8.5 Subrogation. With respect to the value of any payments or distributions in cash, or other property that any of the Second Lien Claimholders or the Second Lien Collateral Agent pays over to the First Lien Collateral Agent or the First Lien Claimholders under the terms of this Agreement, the Second Lien Claimholders and the Second Lien Collateral Agent shall be subrogated to the rights of the First Lien Collateral Agent and the First Lien Claimholders; provided that the Second Lien Collateral Agent, on behalf of itself and the Second Lien Claimholders, hereby agrees not to assert or enforce all such rights of subrogation it may acquire as a result of any payment hereunder until the Discharge of First Lien Obligations has occurred. The Company acknowledges and agrees that the value of any payments or distributions in cash, or other property received by the Second Lien Collateral Agent or the Second Lien Claimholders that are paid over to the First Lien Collateral Agent or the First Lien Claimholders pursuant to this Agreement shall not reduce any of the Second Lien Obligations.
8.6 Application of Payments. (a) All payments received by the First Lien Collateral Agent or the First Lien Claimholders may be applied, reversed and reapplied, in whole or in part, to such part of the First Lien Obligations provided for in the First Lien Loan Documents. The Second Lien Collateral Agent, on behalf of itself and the Second Lien Claimholders, assents to any extension or postponement of the time of payment, subject to Section 5.3(a), of the First Lien Obligations or any part thereof and, subject to the provisions of this Agreement, to any other indulgence with respect thereto, to any substitution, exchange or release of any security which may at any time secure any part of the First Lien Obligations and to the addition or release of any other Person primarily or secondarily liable therefor.

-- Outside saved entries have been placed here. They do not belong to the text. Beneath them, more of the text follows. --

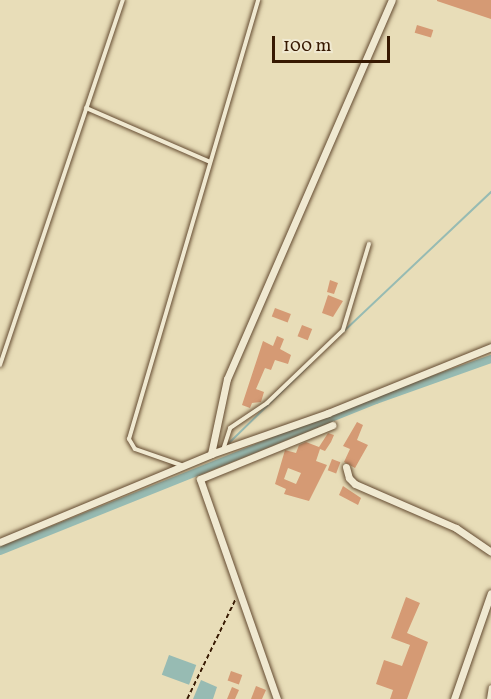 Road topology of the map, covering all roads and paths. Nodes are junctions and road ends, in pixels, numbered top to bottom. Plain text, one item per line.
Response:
1 (123, 0) edge
2 (258, 0) edge
3 (392, 0) edge
4 (86, 108) junction
5 (210, 162) junction
6 (369, 244) dead end
7 (491, 347) edge
8 (0, 365) edge
9 (332, 425) dead end
10 (248, 442) junction
11 (222, 450) junction
12 (211, 454) junction
13 (252, 455) junction
14 (186, 466) junction
15 (346, 467) dead end
16 (0, 542) edge
17 (491, 552) edge
18 (239, 592) junction
19 (491, 593) edge
20 (491, 687) edge
21 (187, 699) edge
22 (277, 699) edge
23 (454, 699) edge
24 (489, 699) edge

1 - 4 lane
2 - 5 lane
3 - 12 street
4 - 5 lane
4 - 8 lane
5 - 14 lane
6 - 11 lane
7 - 10 street
9 - 13 street
10 - 11 street
10 - 13 street
11 - 12 street
12 - 14 street
13 - 18 street
14 - 16 street
15 - 17 street
18 - 21 path
18 - 22 street
19 - 23 street
20 - 24 lane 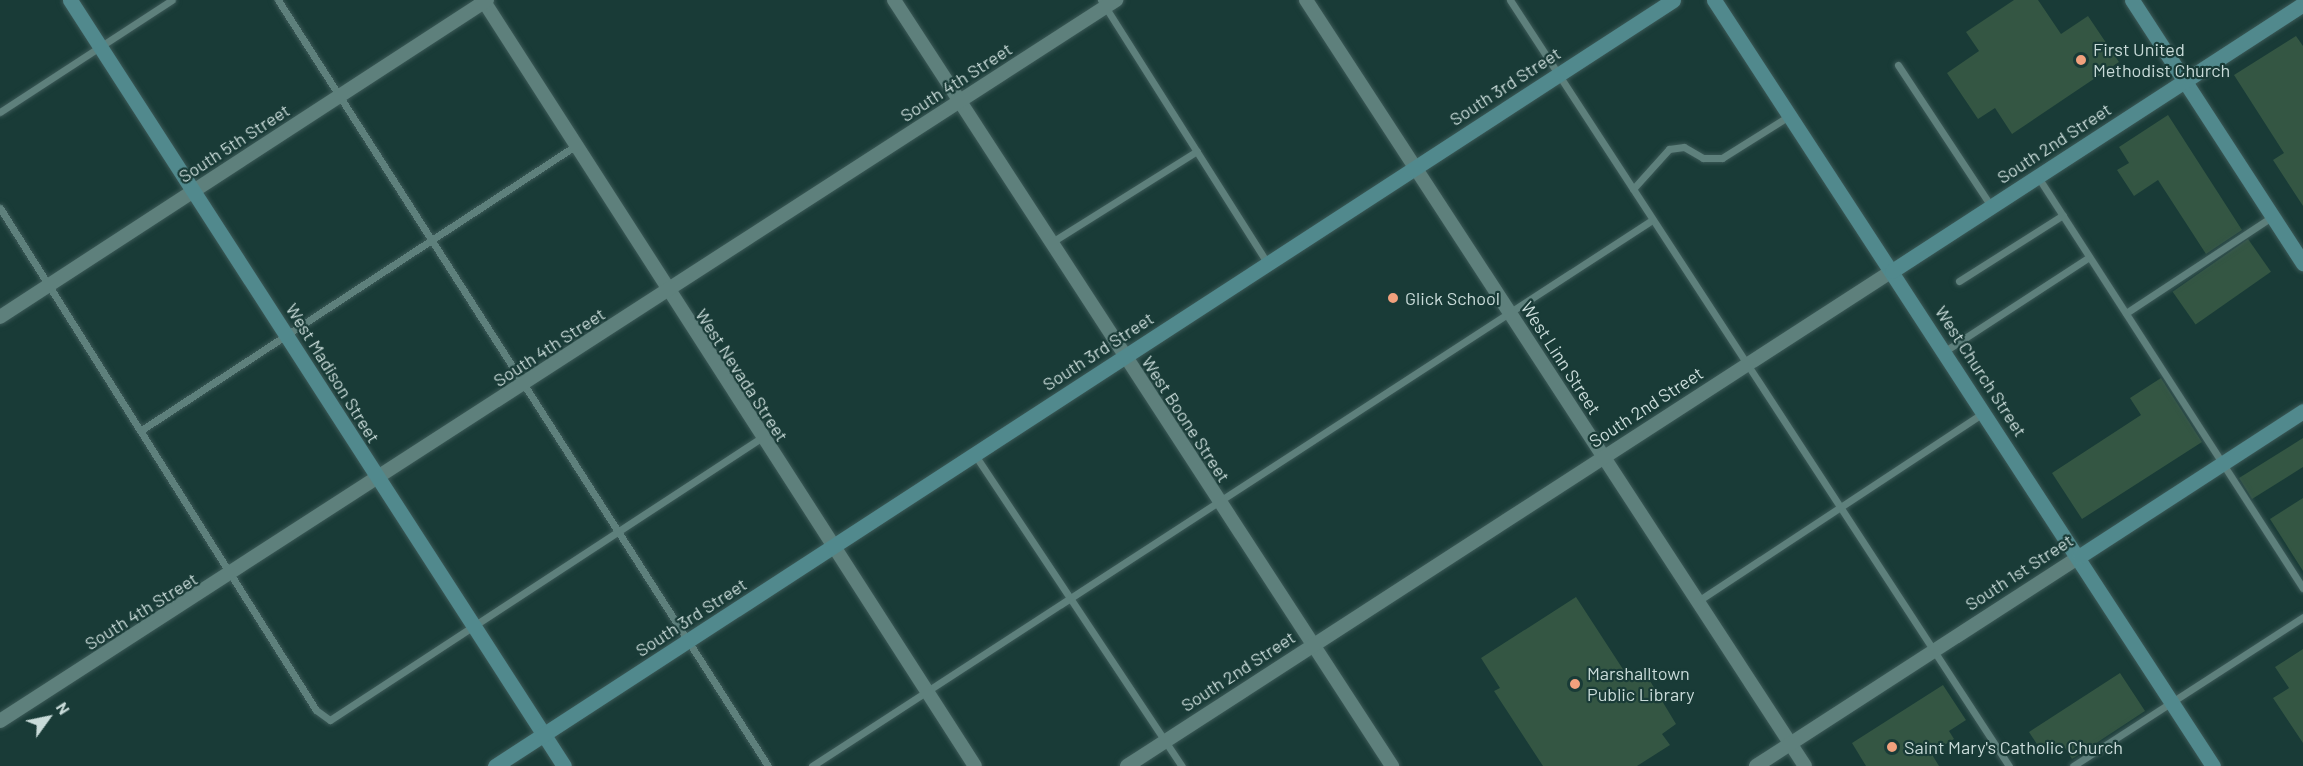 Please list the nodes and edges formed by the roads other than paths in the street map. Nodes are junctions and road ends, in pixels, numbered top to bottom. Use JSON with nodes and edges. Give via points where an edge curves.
{"nodes":[{"id":1,"x":70,"y":0,"type":"edge"},
{"id":2,"x":172,"y":0,"type":"edge"},
{"id":3,"x":278,"y":0,"type":"edge"},
{"id":4,"x":894,"y":0,"type":"edge"},
{"id":5,"x":1306,"y":0,"type":"edge"},
{"id":6,"x":1510,"y":0,"type":"edge"},
{"id":7,"x":1673,"y":0,"type":"edge"},
{"id":8,"x":1713,"y":0,"type":"edge"},
{"id":9,"x":2132,"y":0,"type":"edge"},
{"id":10,"x":484,"y":1,"type":"edge"},
{"id":11,"x":1107,"y":2,"type":"edge"},
{"id":12,"x":2302,"y":2,"type":"edge"},
{"id":13,"x":101,"y":47,"type":"junction"},
{"id":14,"x":1898,"y":64,"type":"dead end"},
{"id":15,"x":1558,"y":74,"type":"junction"},
{"id":16,"x":2185,"y":80,"type":"junction"},
{"id":17,"x":339,"y":96,"type":"junction"},
{"id":18,"x":960,"y":101,"type":"junction"},
{"id":19,"x":0,"y":112,"type":"edge"},
{"id":20,"x":1790,"y":116,"type":"junction"},
{"id":21,"x":575,"y":146,"type":"junction"},
{"id":22,"x":1197,"y":151,"type":"junction"},
{"id":23,"x":1416,"y":167,"type":"junction"},
{"id":24,"x":2037,"y":176,"type":"junction"},
{"id":25,"x":1633,"y":189,"type":"junction"},
{"id":26,"x":194,"y":190,"type":"junction"},
{"id":27,"x":1991,"y":206,"type":"junction"},
{"id":28,"x":0,"y":208,"type":"edge"},
{"id":29,"x":2063,"y":215,"type":"junction"},
{"id":30,"x":2273,"y":216,"type":"junction"},
{"id":31,"x":1652,"y":220,"type":"junction"},
{"id":32,"x":431,"y":240,"type":"junction"},
{"id":33,"x":1051,"y":243,"type":"junction"},
{"id":34,"x":2089,"y":257,"type":"junction"},
{"id":35,"x":2303,"y":263,"type":"edge"},
{"id":36,"x":1268,"y":264,"type":"junction"},
{"id":37,"x":1892,"y":271,"type":"junction"},
{"id":38,"x":1959,"y":281,"type":"dead end"},
{"id":39,"x":50,"y":284,"type":"junction"},
{"id":40,"x":667,"y":292,"type":"junction"},
{"id":41,"x":1510,"y":313,"type":"junction"},
{"id":42,"x":2126,"y":313,"type":"junction"},
{"id":43,"x":0,"y":317,"type":"edge"},
{"id":44,"x":286,"y":334,"type":"junction"},
{"id":45,"x":1945,"y":351,"type":"junction"},
{"id":46,"x":1124,"y":357,"type":"junction"},
{"id":47,"x":1745,"y":365,"type":"junction"},
{"id":48,"x":523,"y":385,"type":"junction"},
{"id":49,"x":2303,"y":411,"type":"edge"},
{"id":50,"x":1985,"y":412,"type":"junction"},
{"id":51,"x":143,"y":429,"type":"junction"},
{"id":52,"x":761,"y":438,"type":"junction"},
{"id":53,"x":975,"y":455,"type":"junction"},
{"id":54,"x":1604,"y":457,"type":"junction"},
{"id":55,"x":2223,"y":463,"type":"junction"},
{"id":56,"x":377,"y":480,"type":"junction"},
{"id":57,"x":1219,"y":502,"type":"junction"},
{"id":58,"x":1840,"y":507,"type":"junction"},
{"id":59,"x":615,"y":531,"type":"junction"},
{"id":60,"x":832,"y":548,"type":"junction"},
{"id":61,"x":2080,"y":556,"type":"junction"},
{"id":62,"x":234,"y":573,"type":"junction"},
{"id":63,"x":2303,"y":588,"type":"edge"},
{"id":64,"x":1070,"y":598,"type":"junction"},
{"id":65,"x":1698,"y":601,"type":"junction"},
{"id":66,"x":2303,"y":617,"type":"edge"},
{"id":67,"x":471,"y":624,"type":"junction"},
{"id":68,"x":686,"y":643,"type":"junction"},
{"id":69,"x":1313,"y":645,"type":"junction"},
{"id":70,"x":1934,"y":650,"type":"junction"},
{"id":71,"x":926,"y":692,"type":"junction"},
{"id":72,"x":2173,"y":702,"type":"junction"},
{"id":73,"x":0,"y":721,"type":"edge"},
{"id":74,"x":544,"y":735,"type":"junction"},
{"id":75,"x":1166,"y":741,"type":"junction"},
{"id":76,"x":1791,"y":743,"type":"junction"},
{"id":77,"x":495,"y":766,"type":"edge"},
{"id":78,"x":564,"y":766,"type":"edge"},
{"id":79,"x":768,"y":766,"type":"edge"},
{"id":80,"x":812,"y":766,"type":"edge"},
{"id":81,"x":975,"y":766,"type":"edge"},
{"id":82,"x":1127,"y":766,"type":"edge"},
{"id":83,"x":1182,"y":766,"type":"edge"},
{"id":84,"x":1392,"y":766,"type":"edge"},
{"id":85,"x":1756,"y":766,"type":"edge"},
{"id":86,"x":1805,"y":766,"type":"edge"},
{"id":87,"x":2009,"y":766,"type":"edge"},
{"id":88,"x":2073,"y":766,"type":"edge"},
{"id":89,"x":2213,"y":766,"type":"edge"}],
"edges":[{"from":1,"to":13,"type":"main road","name":"West Madison Street"},
{"from":2,"to":13,"type":"lane"},
{"from":3,"to":17,"type":"lane"},
{"from":4,"to":18,"type":"street","name":"West Boone Street"},
{"from":5,"to":23,"type":"street","name":"West Linn Street"},
{"from":6,"to":15,"type":"lane"},
{"from":7,"to":15,"type":"main road","name":"South 3rd Street"},
{"from":8,"to":20,"type":"main road","name":"West Church Street"},
{"from":9,"to":16,"type":"main road"},
{"from":10,"to":17,"type":"street","name":"South 5th Street"},
{"from":10,"to":21,"type":"street","name":"West Nevada Street"},
{"from":11,"to":18,"type":"street","name":"South 4th Street"},
{"from":11,"to":22,"type":"lane"},
{"from":12,"to":16,"type":"main road","name":"South 2nd Street"},
{"from":13,"to":19,"type":"lane"},
{"from":13,"to":26,"type":"main road","name":"West Madison Street"},
{"from":14,"to":27,"type":"lane"},
{"from":15,"to":23,"type":"main road","name":"South 3rd Street"},
{"from":15,"to":25,"type":"lane"},
{"from":16,"to":24,"type":"main road","name":"South 2nd Street"},
{"from":16,"to":30,"type":"main road"},
{"from":17,"to":26,"type":"street","name":"South 5th Street"},
{"from":17,"to":32,"type":"lane"},
{"from":18,"to":33,"type":"street","name":"West Boone Street"},
{"from":18,"to":40,"type":"street","name":"South 4th Street"},
{"from":20,"to":25,"type":"lane","via":[[1722,158],[1703,158],[1684,147],[1670,149]]},
{"from":20,"to":37,"type":"main road","name":"West Church Street"},
{"from":21,"to":32,"type":"lane"},
{"from":21,"to":40,"type":"street","name":"West Nevada Street"},
{"from":22,"to":33,"type":"lane"},
{"from":22,"to":36,"type":"lane"},
{"from":23,"to":36,"type":"main road","name":"South 3rd Street"},
{"from":23,"to":41,"type":"street","name":"West Linn Street"},
{"from":24,"to":27,"type":"main road","name":"South 2nd Street"},
{"from":24,"to":29,"type":"lane"},
{"from":25,"to":31,"type":"lane"},
{"from":26,"to":39,"type":"street","name":"South 5th Street"},
{"from":26,"to":44,"type":"main road","name":"West Madison Street"},
{"from":27,"to":37,"type":"main road","name":"South 2nd Street"},
{"from":28,"to":39,"type":"lane"},
{"from":29,"to":34,"type":"lane"},
{"from":29,"to":38,"type":"lane"},
{"from":30,"to":35,"type":"main road"},
{"from":30,"to":42,"type":"lane"},
{"from":31,"to":41,"type":"lane"},
{"from":31,"to":47,"type":"lane"},
{"from":32,"to":44,"type":"lane"},
{"from":32,"to":48,"type":"lane"},
{"from":33,"to":46,"type":"street","name":"West Boone Street"},
{"from":34,"to":42,"type":"lane"},
{"from":34,"to":45,"type":"lane"},
{"from":36,"to":46,"type":"main road","name":"South 3rd Street"},
{"from":37,"to":45,"type":"main road","name":"West Church Street"},
{"from":37,"to":47,"type":"street","name":"South 2nd Street"},
{"from":39,"to":43,"type":"street","name":"South 5th Street"},
{"from":39,"to":51,"type":"lane"},
{"from":40,"to":48,"type":"street","name":"South 4th Street"},
{"from":40,"to":52,"type":"street","name":"West Nevada Street"},
{"from":41,"to":54,"type":"street","name":"West Linn Street"},
{"from":41,"to":57,"type":"lane"},
{"from":42,"to":55,"type":"lane"},
{"from":44,"to":51,"type":"lane"},
{"from":44,"to":56,"type":"main road","name":"West Madison Street"},
{"from":45,"to":50,"type":"main road","name":"West Church Street"},
{"from":46,"to":53,"type":"main road","name":"South 3rd Street"},
{"from":46,"to":57,"type":"street","name":"West Boone Street"},
{"from":47,"to":54,"type":"street","name":"South 2nd Street"},
{"from":47,"to":58,"type":"lane"},
{"from":48,"to":56,"type":"street","name":"South 4th Street"},
{"from":48,"to":59,"type":"lane"},
{"from":49,"to":55,"type":"main road","name":"South 1st Street"},
{"from":50,"to":58,"type":"lane"},
{"from":50,"to":61,"type":"main road","name":"West Church Street"},
{"from":51,"to":62,"type":"lane"},
{"from":52,"to":59,"type":"lane"},
{"from":52,"to":60,"type":"street","name":"West Nevada Street"},
{"from":53,"to":60,"type":"main road","name":"South 3rd Street"},
{"from":53,"to":64,"type":"lane"},
{"from":54,"to":65,"type":"street","name":"West Linn Street"},
{"from":54,"to":69,"type":"street","name":"South 2nd Street"},
{"from":55,"to":61,"type":"main road","name":"South 1st Street"},
{"from":55,"to":63,"type":"lane"},
{"from":56,"to":62,"type":"street","name":"South 4th Street"},
{"from":56,"to":67,"type":"main road","name":"West Madison Street"},
{"from":57,"to":64,"type":"lane"},
{"from":57,"to":69,"type":"street","name":"West Boone Street"},
{"from":58,"to":65,"type":"lane"},
{"from":58,"to":70,"type":"lane"},
{"from":59,"to":67,"type":"lane"},
{"from":59,"to":68,"type":"lane"},
{"from":60,"to":68,"type":"main road","name":"South 3rd Street"},
{"from":60,"to":71,"type":"street","name":"West Nevada Street"},
{"from":61,"to":70,"type":"street","name":"South 1st Street"},
{"from":61,"to":72,"type":"main road","name":"West Church Street"},
{"from":62,"to":67,"type":"lane","via":[[316,710],[330,720]]},
{"from":62,"to":73,"type":"street","name":"South 4th Street"},
{"from":64,"to":71,"type":"lane"},
{"from":64,"to":75,"type":"lane"},
{"from":65,"to":76,"type":"street","name":"West Linn Street"},
{"from":66,"to":72,"type":"lane"},
{"from":67,"to":74,"type":"main road","name":"West Madison Street"},
{"from":68,"to":74,"type":"main road","name":"South 3rd Street"},
{"from":68,"to":79,"type":"lane"},
{"from":69,"to":75,"type":"street","name":"South 2nd Street"},
{"from":69,"to":84,"type":"street","name":"West Boone Street"},
{"from":70,"to":76,"type":"street","name":"South 1st Street"},
{"from":70,"to":87,"type":"lane"},
{"from":71,"to":80,"type":"lane"},
{"from":71,"to":81,"type":"street","name":"West Nevada Street"},
{"from":72,"to":88,"type":"lane"},
{"from":72,"to":89,"type":"main road","name":"West Church Street"},
{"from":74,"to":77,"type":"main road","name":"South 3rd Street"},
{"from":74,"to":78,"type":"main road","name":"West Madison Street"},
{"from":75,"to":82,"type":"street","name":"South 2nd Street"},
{"from":75,"to":83,"type":"lane"},
{"from":76,"to":85,"type":"street","name":"South 1st Street"},
{"from":76,"to":86,"type":"street","name":"West Linn Street"}]}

(b) All payments received by the Second Lien Collateral Agent or the Second Lien Claimholders may be applied in accordance with this Agreement, reversed and reapplied, in whole or in part, to such part of the Second Lien Obligations provided for in the Second Lien Documents. The First Lien Collateral Agent, on behalf of itself and the First Lien Claimholders, assents to any extension or postponement of the time of payment, subject to Section 5.3(b), of the Second Lien Obligations or any part thereof and, subject to the provisions of this Agreement, to any other indulgence with respect thereto, to any substitution, exchange or release of any security which may at any time secure any part of the Second Lien Obligations and to the addition or release of any other Person primarily or secondarily liable therefor.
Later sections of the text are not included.